The news knocked C&W's shares 22p to 752p yesterday, as investors fretted that the company was struggling to keep up with the fast-growing Internet market in the United States.
When C&W bought MCI's Internet business for $1.7bn last year, the deal was hailed by Dick Brown, then C&W's chief executive, as a "huge leap" for the company. Last month his replacement, Graham Wallace, pinned the company's future on the growth of Internet-based traffic after putting One 2 One, the mobile phone operator, up for sale.
The lawsuit, which was filed with a Delaware court on Wednesday evening, reveals that growth in the business has fallen sharply since MCI Worldcom handed over control.
According to the document, growth has fallen "far below" the rates of between 50 and 100 per cent a year that the business previously enjoyed, and is now growing less fast than the overall Internet market.
C&W claims it signed up an average of 84 new customers per month between October and December, compared with an average of 242 per month in the eight months before the sale.

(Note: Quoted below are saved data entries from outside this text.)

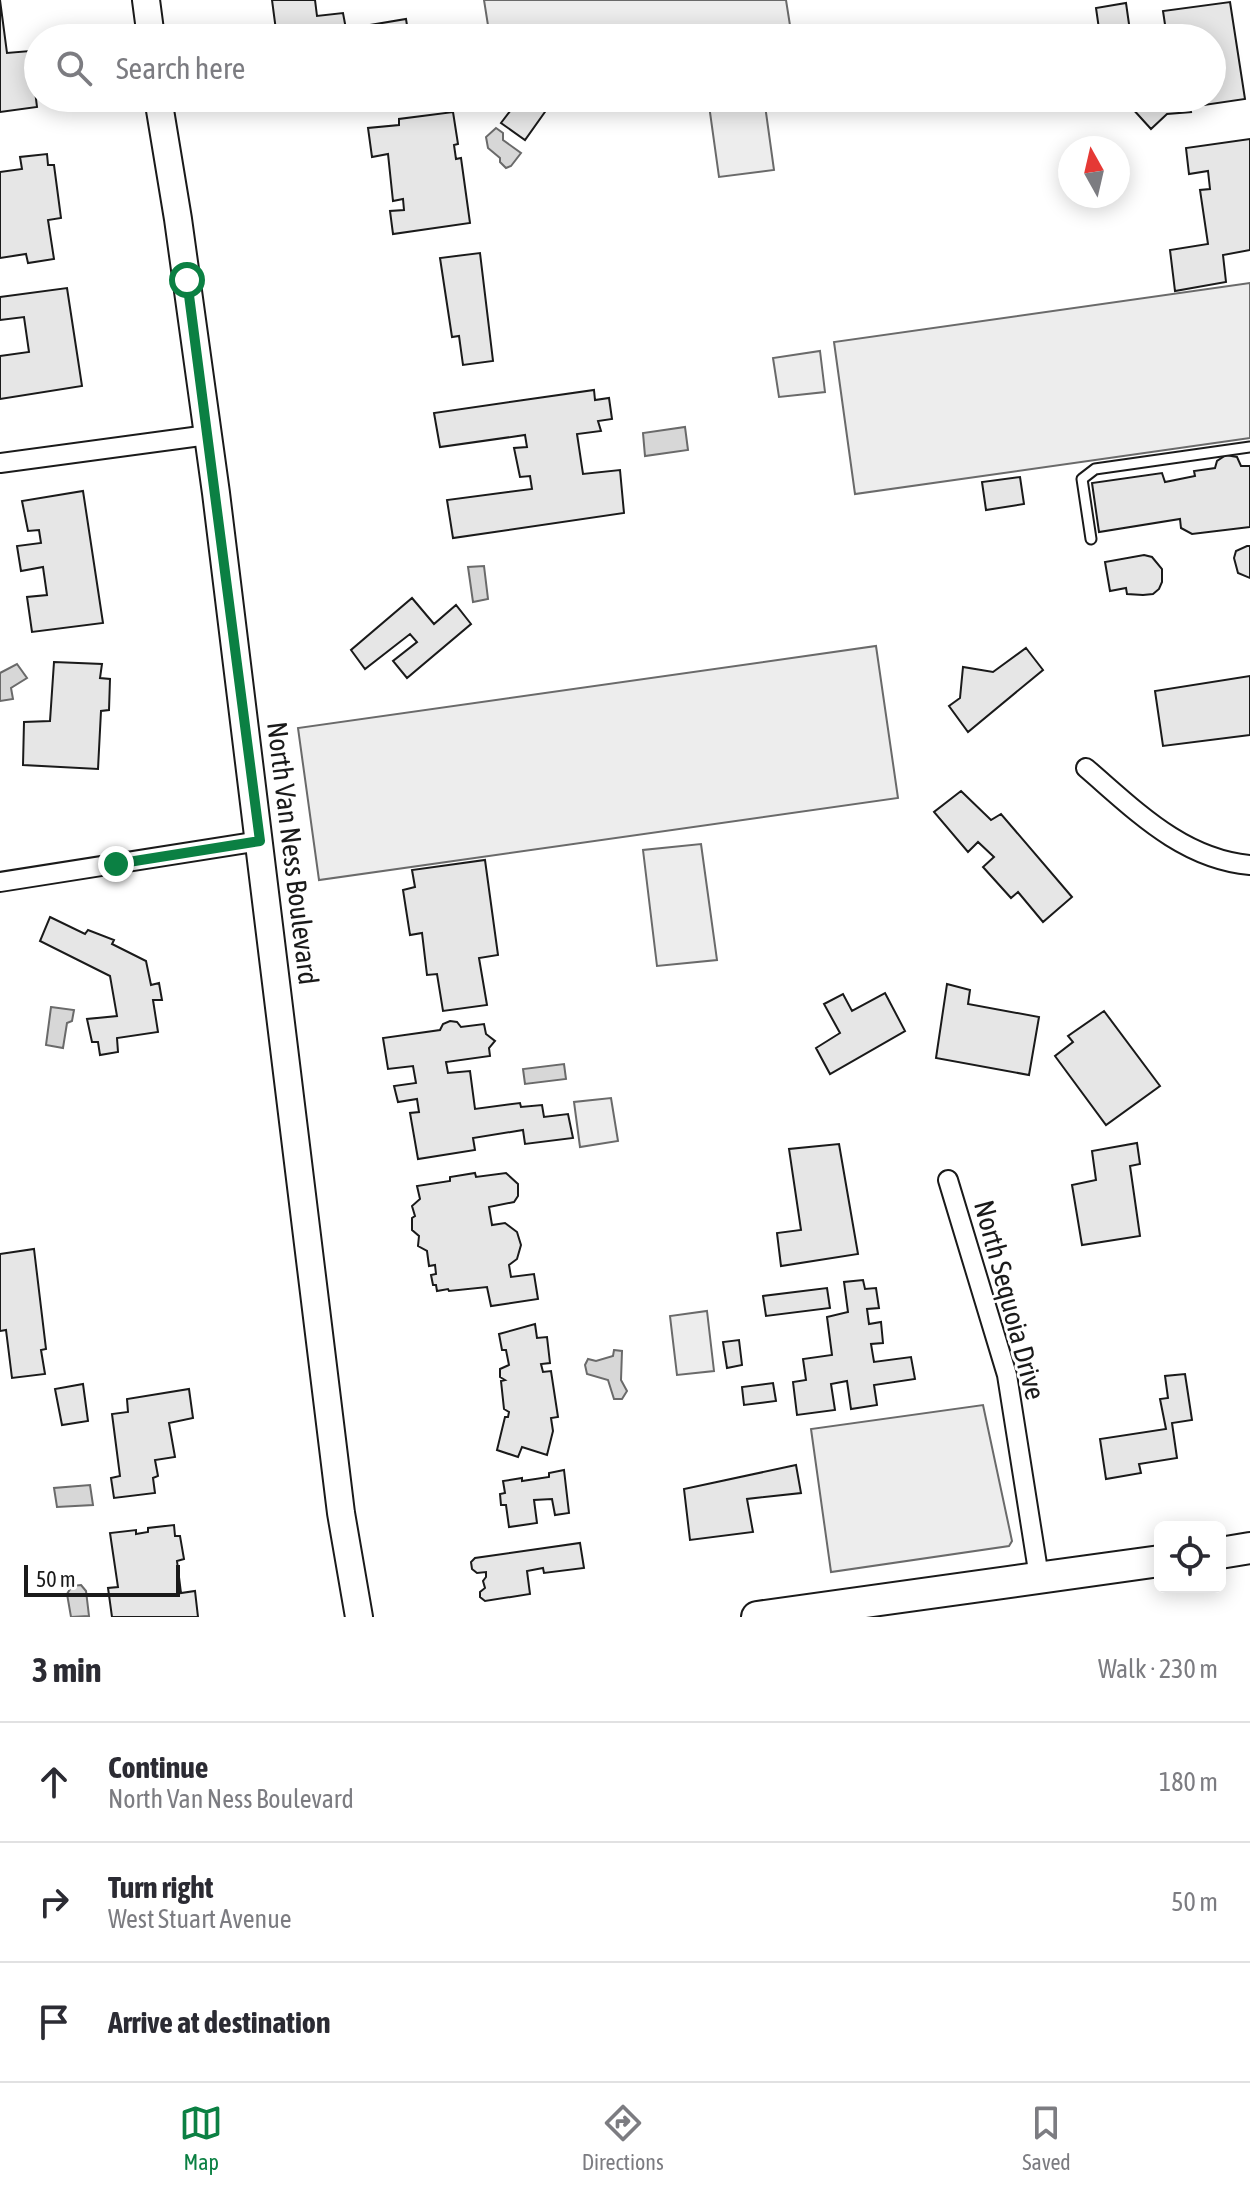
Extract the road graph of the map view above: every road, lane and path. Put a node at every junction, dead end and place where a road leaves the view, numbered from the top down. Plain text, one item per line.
1 (146, 0) edge
2 (149, 24) edge
3 (160, 112) edge
4 (208, 435) junction
5 (1250, 447) edge
6 (0, 463) edge
7 (1091, 539) dead end
8 (1086, 768) dead end
9 (260, 841) junction
10 (1250, 865) edge
11 (0, 882) edge
12 (948, 1180) dead end
13 (1250, 1548) edge
14 (1226, 1552) edge
15 (1154, 1562) edge
16 (1039, 1577) junction
17 (359, 1617) edge
18 (757, 1617) edge

1 - 2 street
3 - 4 street, North Van Ness Boulevard
4 - 6 street
4 - 9 street, North Van Ness Boulevard
5 - 7 lane
8 - 10 street
9 - 11 street
9 - 17 street, North Van Ness Boulevard
12 - 16 street, North Sequoia Drive
13 - 14 main road
15 - 16 main road
16 - 18 main road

C&W also complains that hundreds of customers have cancelled their service or raised disputes about the service, at a cost of tens of millions of dollars, while the company has been too busy hiring staff which MCI Worldcom failed to supply to develop new products and services.

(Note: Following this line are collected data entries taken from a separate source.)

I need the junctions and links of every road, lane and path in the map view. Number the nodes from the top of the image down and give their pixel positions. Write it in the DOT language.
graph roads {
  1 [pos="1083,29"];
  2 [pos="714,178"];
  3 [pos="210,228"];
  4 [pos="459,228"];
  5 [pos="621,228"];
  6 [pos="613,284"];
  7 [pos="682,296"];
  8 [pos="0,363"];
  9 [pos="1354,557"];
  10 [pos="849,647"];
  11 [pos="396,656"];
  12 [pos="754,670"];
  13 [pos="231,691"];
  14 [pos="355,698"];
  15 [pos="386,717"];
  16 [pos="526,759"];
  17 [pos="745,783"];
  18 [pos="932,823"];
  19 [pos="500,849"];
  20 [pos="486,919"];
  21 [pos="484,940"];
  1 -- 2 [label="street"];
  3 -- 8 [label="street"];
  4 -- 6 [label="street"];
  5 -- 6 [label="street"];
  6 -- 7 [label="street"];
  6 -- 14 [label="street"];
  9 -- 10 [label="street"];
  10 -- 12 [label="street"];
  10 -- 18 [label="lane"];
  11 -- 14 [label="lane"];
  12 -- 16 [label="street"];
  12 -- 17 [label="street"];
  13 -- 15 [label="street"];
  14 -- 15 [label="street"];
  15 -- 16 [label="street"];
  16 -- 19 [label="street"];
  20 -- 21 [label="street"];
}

MCI was forced to sell the Internet business by regulators following its merger with Worldcom in 1997. Although MCI originally planned to sell only its Internet backbone - the physical infrastructure which carries the traffic - it was subsequently also told to transfer its customer base of large corporate users. As part of the deal with C&W, MCI Worldcom agreed not to approach any of its former customers for two years.